In Australia, children as young as ten can be held criminally responsible if they break the laws. Recently, all of the State Attorneys-General agreed to consider raising this age as Australia faces increasing international pressure to keep children and teens out of prison.
Last week Greens Member of the Legislative Council (MLC) David Shoebridge went one step further. He introduced a bill to NSW Parliament which proposes lifting the age of criminal responsibility to 14 years as well as requiring alternatives to prison for offenders under 16 years of age.
Children as young as 10 can be prosecuted and imprisoned
Currently in New South Wales, children as young as 10 years old can be held accountable for some crimes they commit, then prosecuted and imprisoned. Having said that, there is legal doctrine, case law and legislation that reduces the culpability of children between 10 -14, and affects the types of sentences they face (the penalties, bonds, detention etc), but criminal culpability of juveniles (and how it applies to young offenders) requires specific situational advice. Earlier this year the ACT paved the way to become the first jurisdiction in Australia to raise the age of criminal responsibility to 14 years, which is the standard recommended by the United Nations.
Setting criminal culpability at the age of 10 actually violates their human rights under the Convention of the Rights of the Child. Human rights, civil liberties and child protection advocates have long lobbied the Australian federal and state governments for change, with no success.

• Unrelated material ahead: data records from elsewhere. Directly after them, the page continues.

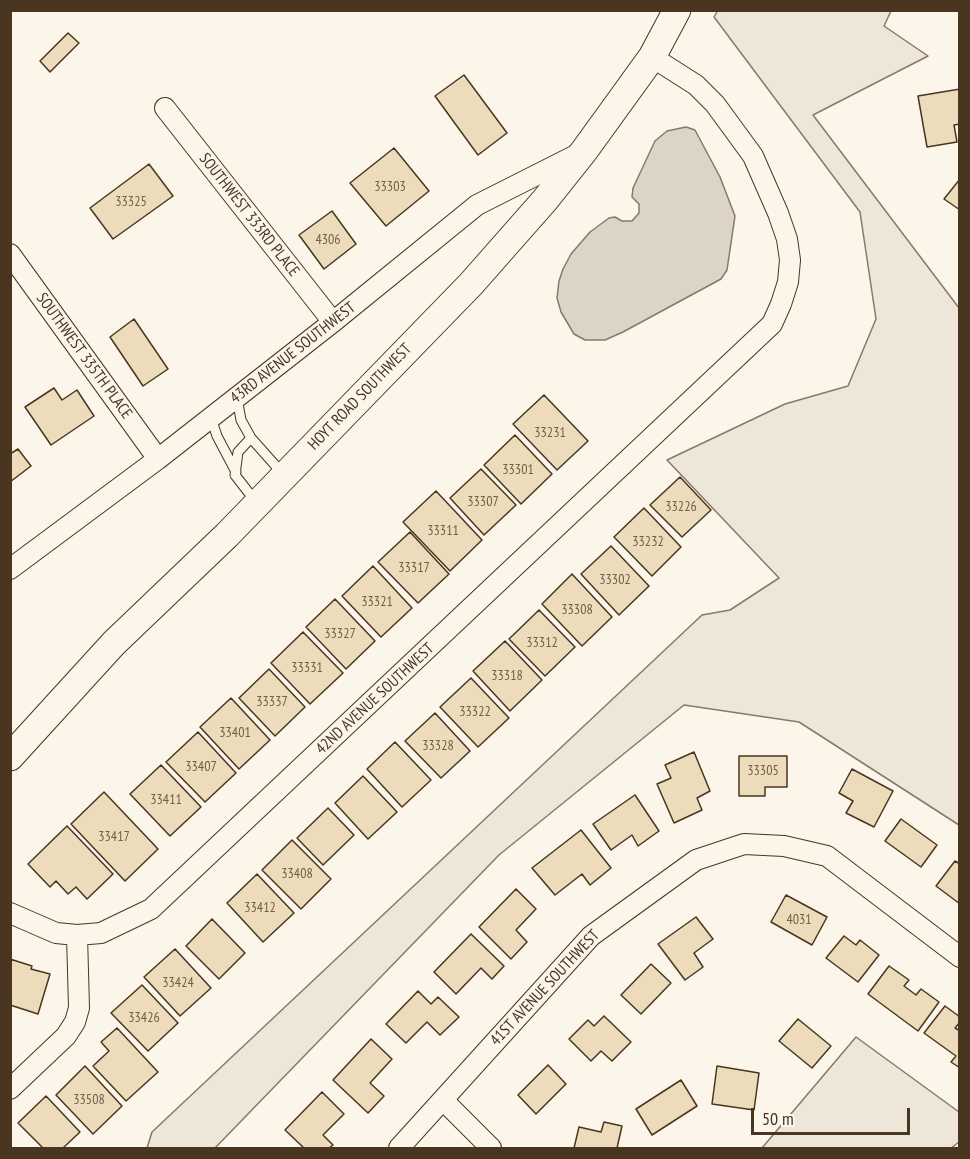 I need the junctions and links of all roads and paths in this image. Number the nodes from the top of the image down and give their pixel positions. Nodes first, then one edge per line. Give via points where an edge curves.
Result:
1 (677, 10) edge
2 (652, 57) junction
3 (165, 108) dead end
4 (584, 151) junction
5 (10, 254) edge
6 (333, 322) junction
7 (237, 398) junction
8 (211, 418) junction
9 (251, 438) junction
10 (158, 459) junction
11 (236, 472) junction
12 (284, 476) junction
13 (257, 504) junction
14 (10, 569) edge
15 (10, 757) edge
16 (10, 913) edge
17 (77, 935) junction
18 (960, 957) edge
19 (10, 1089) edge
20 (444, 1101) junction
21 (399, 1149) edge
22 (491, 1149) edge

1 - 2 main road, HOYT ROAD SOUTHWEST
2 - 4 main road, HOYT ROAD SOUTHWEST
2 - 17 street, 42ND AVENUE SOUTHWEST via 696,85 753,156 778,213 790,260 788,282 772,324 151,909 101,933
3 - 6 street, SOUTHWEST 333RD PLACE
4 - 6 street, 43RD AVENUE SOUTHWEST via 477,205
4 - 12 main road, HOYT ROAD SOUTHWEST via 471,284
5 - 10 street, SOUTHWEST 335TH PLACE
6 - 7 street, 43RD AVENUE SOUTHWEST
7 - 8 street, 43RD AVENUE SOUTHWEST
7 - 9 lane via 241,420
8 - 10 street, 43RD AVENUE SOUTHWEST
8 - 11 lane
9 - 11 lane via 238,452
9 - 12 lane
10 - 14 street, 43RD AVENUE SOUTHWEST
11 - 13 lane
12 - 13 main road, HOYT ROAD SOUTHWEST
13 - 15 main road, HOYT ROAD SOUTHWEST via 114,643
16 - 17 street via 56,933
17 - 19 street via 75,1022 66,1036
18 - 20 street, 41ST AVENUE SOUTHWEST via 827,856 784,846 744,844 696,860 591,936
20 - 21 street, 41ST AVENUE SOUTHWEST
20 - 22 street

Why we shouldn’t lock children up
There is a growing body of research which shows that when children and young teens have early contact with the criminal justice system, it often severely affects their future, essentially setting them up for a life of continued offending, spending time in and out of jail.

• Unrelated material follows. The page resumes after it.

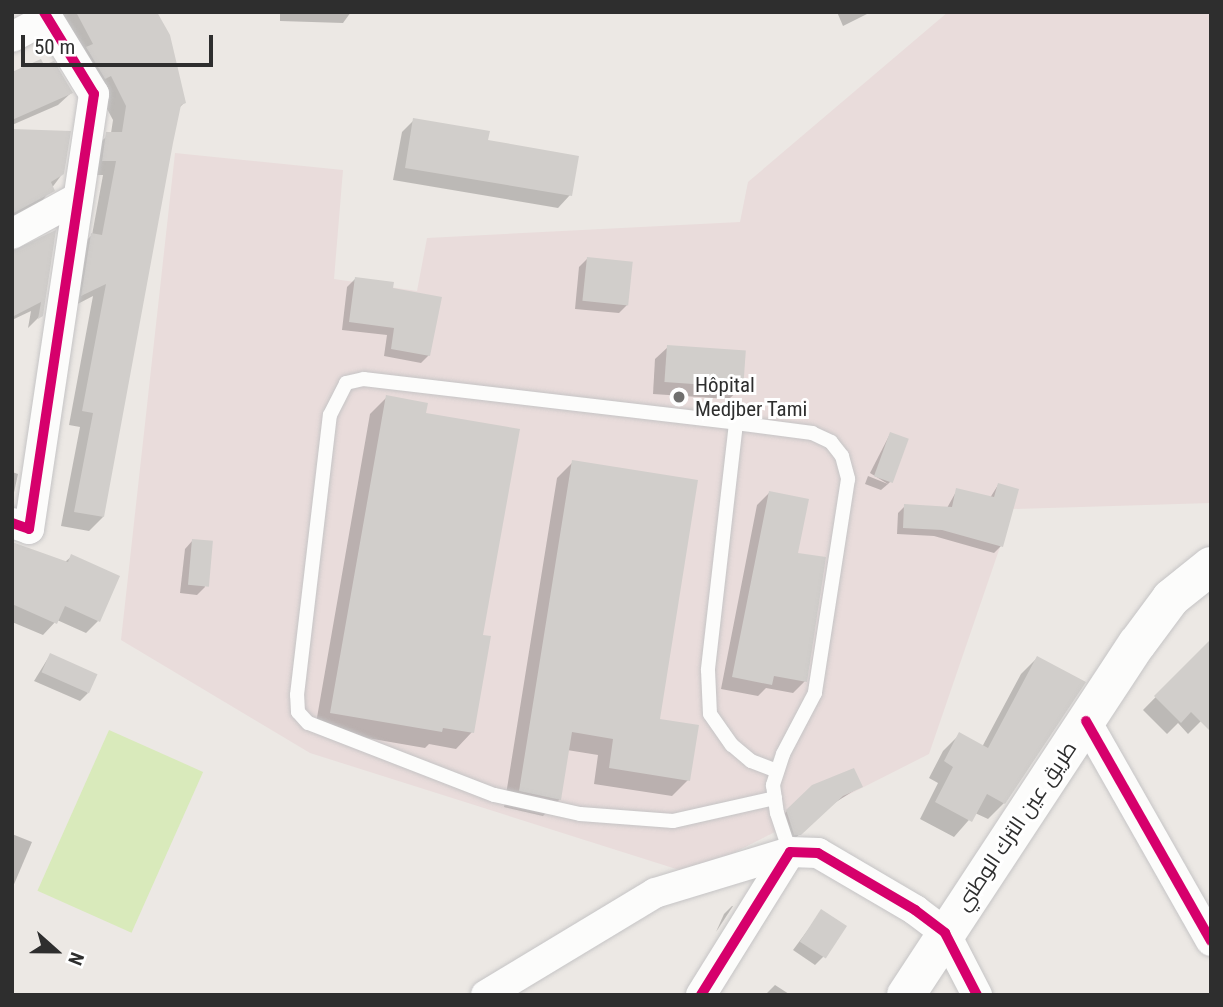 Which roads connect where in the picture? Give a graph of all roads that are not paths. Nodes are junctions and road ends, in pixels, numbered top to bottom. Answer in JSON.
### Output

Other research shows that young people don’t have fully developed cognitive functions, including judgement and impulse control, which impacts the decisions they make, and means they don’t always understand the risks they take, nor are they able to fully assess the consequences of their actions, prior to acting.
The majority of children and young people who commit serious violent crimes have suffered significant trauma themselves and need the right kind of help, so they can heal.
Last year almost 500 children aged between 10 and 13 were sent to jail across Australia, and it is often the most vulnerable and disadvantaged children who come into contact with the justice system at a young age. About two thirds of them are Aboriginal or Torres Strait Islanders, despite Indigenous people making up only three per cent of Australia’s total national population.
Psychologists say that children and teens do have good chances of turning their lives around if they are dealt with with a combination of appropriate punishment, rehabilitation. and support.
Of course, if the law is passed, then the NSW Government will need to ensure that there are sufficient and appropriate alternatives to detention or jail for these young people. There are already a variety of treatment programmes which will need more funding to enable access for a greater number of participants.
The Children’s Court
Offenders younger than the age of 18 are dealt with in the Children’s Court.
The Children’s Court already has the power to deal with juvenile criminal matters in a way that is appropriate to the age of the child and the objective seriousness of the offence. The Children’s Court takes into consideration a range of factors in sentencing, including contributing factors, mental health, the severity of the crime, previous criminal acts, and the child’s home situation and family. The children’s Court can impose a range of sentencing options such as additional warnings, good behaviour bonds, fines, community-based orders or a custodial sentence.
While Federal and State governments have traditionally refused to consider raising the age of criminal responsibility, this is a positive step forward, and with the ACT already making progress, there is little excuse for the other states and territories not to follow suit.